L’initiative «entreprises responsables» veut introduire un cadre normatif qui impose aux entreprises un devoir de diligence pour elles et les entreprises sur lesquelles elles exercent un contrôle (leurs succursales ou des sous-traitants qui dépendent d’elle économiquement). Mais le texte va plus loin en introduisant aussi une responsabilité civile devant les tribunaux suisses pour des atteintes aux droits de l’homme ou aux normes environnementales à l’étranger, y compris pour des actes de filliales voire de fournisseurs.
Qui peut s’opposer aux buts de l’initiative? Personne évidemment ne souhaite que des entreprises, leurs succursales ou leurs sous-traitants agissent mal à l’étranger. Le débat tourne donc autour des moyens mis en place pour atteindre cet objectif, leur pertinence, leur réalisme et leurs effets secondaires. Là, deux visions s’opposent. Celle des initiants d’une part, et celle du Parlement et du Conseil fédéral de l’autre, qui ont élaboré un contre-projet indirect qui entrera en vigueur si l’initiative est rejetée.
Une initiative excessive
Il y a de nombreuses raisons économiques à s’opposer à l’initiative et à y préférer le contre-projet, notamment parce que la Suisse serait le seul pays au monde à adopter une législation aussi intrusive et parce que les PME ne sont que très partiellement épargnées par l’initiative, alors que le contre-projet cible les seules entreprises de plus de 500 collaborateurs. Mais il y a sutout de bonnes raisons de principe à rejeter l’initiative.
L’une d’entre elles est que l’initiative repose sur une vision paternaliste du monde. Elle prévoit que les entreprises suisses puissent être poursuivies en Suisse pour des fautes commises à l’étranger par d’autres: leurs filiales ou succursales. On considère donc que les autres Etats, en particulier ceux en voie de développement, ne sont pas assez mûrs pour que leur système judiciaire traite de ces abus. C’est en Suisse qu’on jugerait de ce qui est bien et de ce qui est mal pour le monde entier. Nous nous arrogerions ainsi le droit d’imposer nos valeurs dans le monde entier, dans une sorte d’impérialisme juridique qui ressemble peu aux habitudes suisses. Et si les normes des droits de l’hommes sont bien établies, quel droit faudrait-il appliquer en matière de protection de l’environnement, pour lequel il n’existe que peu de standards internationaux? Va-t-on appliquer les valeurs suisses en Afrique ou en Chine et poursuivre les sous-traitants locaux devant nos tribunaux? Un tribunal régional suisse devra-t-il administrer les preuves et juger d’un problème survenu dans une entreprise locale située au Sénégal ou en Colombie?

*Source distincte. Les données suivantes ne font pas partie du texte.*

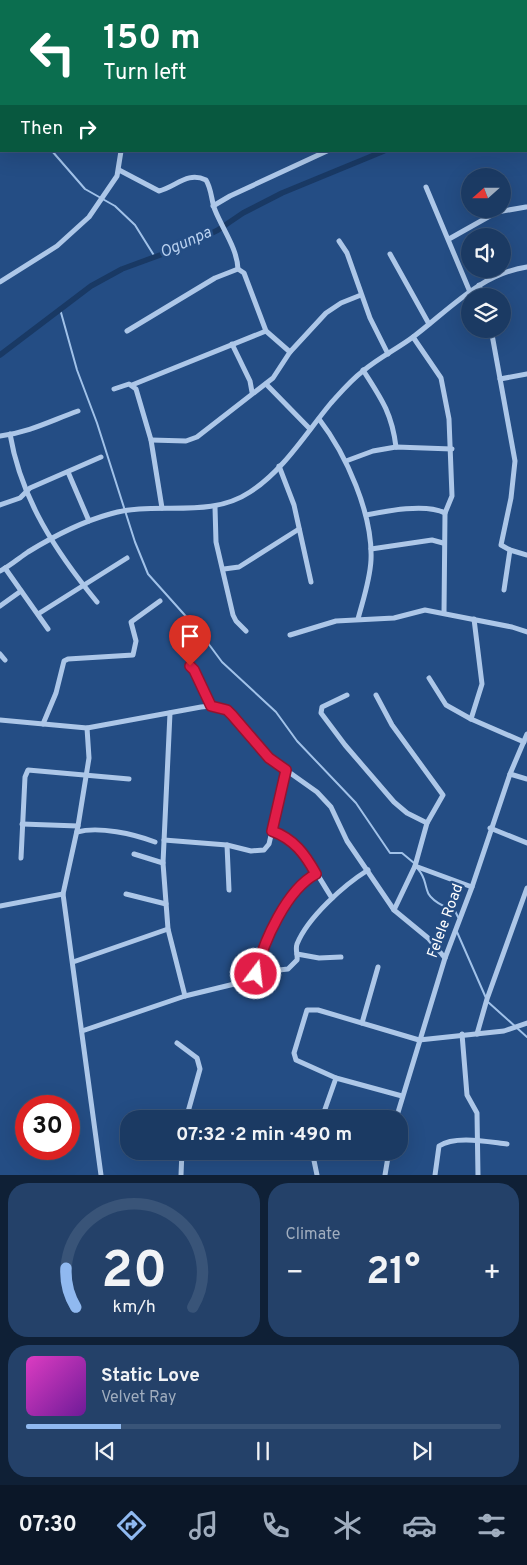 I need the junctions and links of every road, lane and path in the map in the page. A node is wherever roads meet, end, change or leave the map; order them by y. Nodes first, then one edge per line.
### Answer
1 (121, 152) edge
2 (326, 152) edge
3 (119, 170) junction
4 (426, 187) dead end
5 (526, 207) edge
6 (214, 208) junction
7 (449, 239) junction
8 (339, 241) dead end
9 (390, 254) dead end
10 (527, 267) edge
11 (238, 269) junction
12 (0, 282) edge
13 (479, 285) junction
14 (468, 288) edge
15 (475, 288) edge
16 (480, 288) edge
17 (361, 295) junction
18 (461, 299) edge
19 (429, 324) junction
20 (266, 330) junction
21 (127, 331) dead end
22 (413, 337) junction
23 (493, 338) edge
24 (232, 344) junction
25 (290, 352) junction
26 (388, 354) junction
27 (363, 370) junction
28 (527, 374) edge
29 (500, 379) junction
30 (266, 384) junction
31 (132, 385) junction
32 (114, 389) dead end
33 (252, 392) junction
34 (78, 411) dead end
35 (319, 419) junction
36 (310, 429) junction
37 (10, 434) junction
38 (0, 436) edge
39 (151, 440) junction
40 (396, 447) junction
41 (452, 449) junction
42 (101, 457) dead end
43 (346, 461) junction
44 (279, 466) junction
45 (68, 472) junction
46 (26, 492) junction
47 (0, 505) edge
48 (215, 507) junction
49 (162, 508) junction
50 (446, 513) junction
51 (366, 515) junction
52 (89, 521) junction
53 (300, 528) junction
54 (51, 539) junction
55 (444, 543) junction
56 (371, 549) junction
57 (510, 550) junction
58 (527, 555) edge
59 (127, 558) dead end
60 (224, 569) junction
61 (2, 570) edge
62 (311, 582) dead end
63 (83, 584) junction
64 (504, 590) dead end
65 (21, 591) junction
66 (160, 600) dead end
67 (97, 602) dead end
68 (0, 606) edge
69 (444, 613) junction
70 (38, 614) junction
71 (358, 619) junction
72 (474, 619) junction
73 (48, 629) dead end
74 (246, 632) dead end
75 (527, 632) edge
76 (290, 635) dead end
77 (0, 654) edge
78 (4, 660) dead end
79 (190, 666) dead end
80 (430, 678) dead end
81 (346, 695) dead end
82 (376, 695) dead end
83 (211, 706) junction
84 (170, 713) junction
85 (471, 719) junction
86 (0, 720) edge
87 (43, 724) junction
88 (87, 728) junction
89 (527, 734) edge
90 (524, 742) junction
91 (286, 770) junction
92 (510, 774) junction
93 (87, 777) junction
94 (527, 778) edge
95 (130, 779) dead end
96 (427, 822) junction
97 (22, 824) junction
98 (490, 828) junction
99 (78, 829) junction
100 (272, 831) junction
101 (164, 840) junction
102 (155, 842) dead end
103 (527, 843) edge
104 (227, 845) junction
105 (134, 854) dead end
106 (22, 858) dead end
107 (163, 863) junction
108 (416, 866) junction
109 (368, 870) junction
110 (316, 874) junction
111 (472, 887) junction
112 (527, 888) edge
113 (229, 890) dead end
114 (63, 894) junction
115 (126, 894) dead end
116 (332, 898) junction
117 (166, 904) junction
118 (0, 906) edge
119 (394, 910) junction
120 (168, 929) junction
121 (297, 954) junction
122 (341, 957) dead end
123 (445, 958) junction
124 (73, 962) junction
125 (378, 967) dead end
126 (255, 979) junction
127 (185, 996) junction
128 (362, 1023) junction
129 (527, 1023) edge
130 (82, 1031) junction
131 (462, 1034) junction
132 (478, 1034) junction
133 (419, 1040) junction
134 (177, 1043) dead end
135 (336, 1078) junction
136 (402, 1096) junction
137 (189, 1110) edge
138 (325, 1110) edge
139 (398, 1110) edge
140 (478, 1140) junction
141 (508, 1144) dead end
142 (182, 1160) edge
143 (314, 1160) edge
144 (388, 1160) edge
145 (102, 1175) edge
146 (181, 1175) edge
147 (317, 1175) edge
148 (385, 1175) edge
149 (435, 1175) edge
150 (478, 1175) edge

1 - 3 street
2 - 6 street
3 - 6 street
3 - 12 street
4 - 7 street
5 - 7 street
6 - 11 street
7 - 14 street
8 - 17 street
9 - 19 street
10 - 13 street
11 - 20 street
11 - 21 street
13 - 15 street
13 - 16 street
17 - 25 street
17 - 26 street
18 - 19 street
19 - 22 street
20 - 24 street
20 - 25 street
22 - 26 street
22 - 41 street
23 - 29 street
24 - 31 street
24 - 33 street
25 - 30 street
26 - 27 street
27 - 35 street
27 - 40 street
28 - 29 street
29 - 57 street
30 - 33 street
30 - 36 street
31 - 32 street
31 - 39 street
33 - 39 street
34 - 37 street
35 - 36 street
35 - 43 street
36 - 44 street
37 - 38 street
37 - 46 street
39 - 49 street
40 - 41 street
40 - 43 street
41 - 50 street
42 - 45 street
43 - 51 street
44 - 48 street
44 - 53 street
45 - 46 street
45 - 52 street
46 - 47 street
46 - 54 street
48 - 49 street
48 - 60 street
49 - 52 street
50 - 51 street
50 - 55 street
51 - 56 street
52 - 54 street
53 - 60 street
53 - 62 street
54 - 61 street
54 - 63 street
55 - 56 street
55 - 69 street
56 - 71 street
57 - 58 street
57 - 64 street
59 - 63 street
60 - 74 street
61 - 65 street
63 - 67 street
63 - 70 street
65 - 68 street
65 - 70 street
66 - 87 street
69 - 71 street
69 - 72 street
70 - 73 street
71 - 76 street
72 - 75 street
72 - 85 street
77 - 78 street
79 - 83 street
80 - 85 street
81 - 96 street
82 - 96 street
83 - 84 street
83 - 91 street
84 - 88 street
84 - 101 street
85 - 90 street
86 - 87 street
87 - 88 street
88 - 93 street
89 - 90 street, Felele Road
90 - 92 street, Felele Road
91 - 100 street
91 - 109 street
92 - 94 street
92 - 98 street, Felele Road
93 - 95 street
93 - 97 street
93 - 99 street
96 - 108 street
97 - 99 street
97 - 106 street
98 - 103 street
98 - 111 street, Felele Road
99 - 102 street
99 - 114 street
100 - 104 street
100 - 110 street
101 - 104 street
101 - 107 street
104 - 113 street
105 - 107 street
107 - 117 street
108 - 111 street
108 - 119 street
109 - 116 street
109 - 119 street
110 - 116 street
110 - 126 street
111 - 123 street, Felele Road
112 - 132 street
114 - 118 street
114 - 124 street
115 - 117 street
116 - 121 street
117 - 120 street
119 - 123 street
120 - 124 street
120 - 127 street
121 - 122 street
121 - 126 street
123 - 133 street, Felele Road
124 - 130 street
125 - 128 street
126 - 127 street
127 - 130 street
128 - 133 street
128 - 135 street
129 - 132 street
130 - 145 street
131 - 132 street
131 - 133 street
131 - 140 street
133 - 136 street, Felele Road
134 - 137 street
135 - 136 street
135 - 138 street
136 - 139 street, Felele Road
140 - 141 street
140 - 149 street
140 - 150 street
142 - 146 street
143 - 147 street
144 - 148 street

Cette volonté d’extraterritorialité se heurte à la souveraineté des autres Etats et aux règles usuelles du droit international privé et elle ne correspond à aucun standard international. Elle se confrontera aussi à des obstacles pratiques importants: la justice suisse n’étant pas autorisée à enquêter à l’étranger, elle devra compter sur l’entraide judiciaire des autorités des pays, ceux-là mêmes qu’on estime pas assez aptes à appliquer le droit sur leur territoire! L’entraide judiciaire déjà souvent lente et pas toujours efficace n’en sera sûrement pas accélérée.
Pas de statu quo
Le contre-projet indirect du Parlement prévoit, lui, des mesures plus appropriées au bon fonctionnement de notre économie, sans pour autant vider le projet initial de sa substance. Il prévoit une obligation d’établir des rapports annuels notamment sur les questions sociétales, environnementales, de respects des droits de l’homme et de lutte contre la corruption. Un devoir de diligence est prévu dans les domaines les plus sensibles : les minerais provenant de zones de conflits et la lutte contre le travail des enfants. En cas de non-conformité, des amendes jusqu’à 100'000 Frs pourront être prononcées. Les rapports seront publics, ce qui incitera les entreprises, soucieuses de leur réputation, à se conformer aux normes et bonnes pratiques. On est loin des rapports «alibi» décriés par les initiants. La Suisse aura ainsi l’une des législations les plus strictes au monde, qui s’inscrira dans un cadre comparable à celui de l’Union européenne.
Il n’y aura pas de satut quo sur ce dossier: en cas de non à l’initiative le 29 novembre, le contre-projet du Parlement (que l’on peut consulter sur le site de l’office fédéral de la justice www.ofj.admin.ch) entrera immédiatement en vigueur, reprenant les axes importants de l’initiative mais sans ses excès et tout en s’inscrivant dans un mouvement international.
Je vous invite à voter non à l’initiative le 29 novembre, donc à dire, indirectement, oui au contre-projet, pour que nos entreprises restent responsables mais que la Suisse ne se prétende pas le gendarme moral de la planète.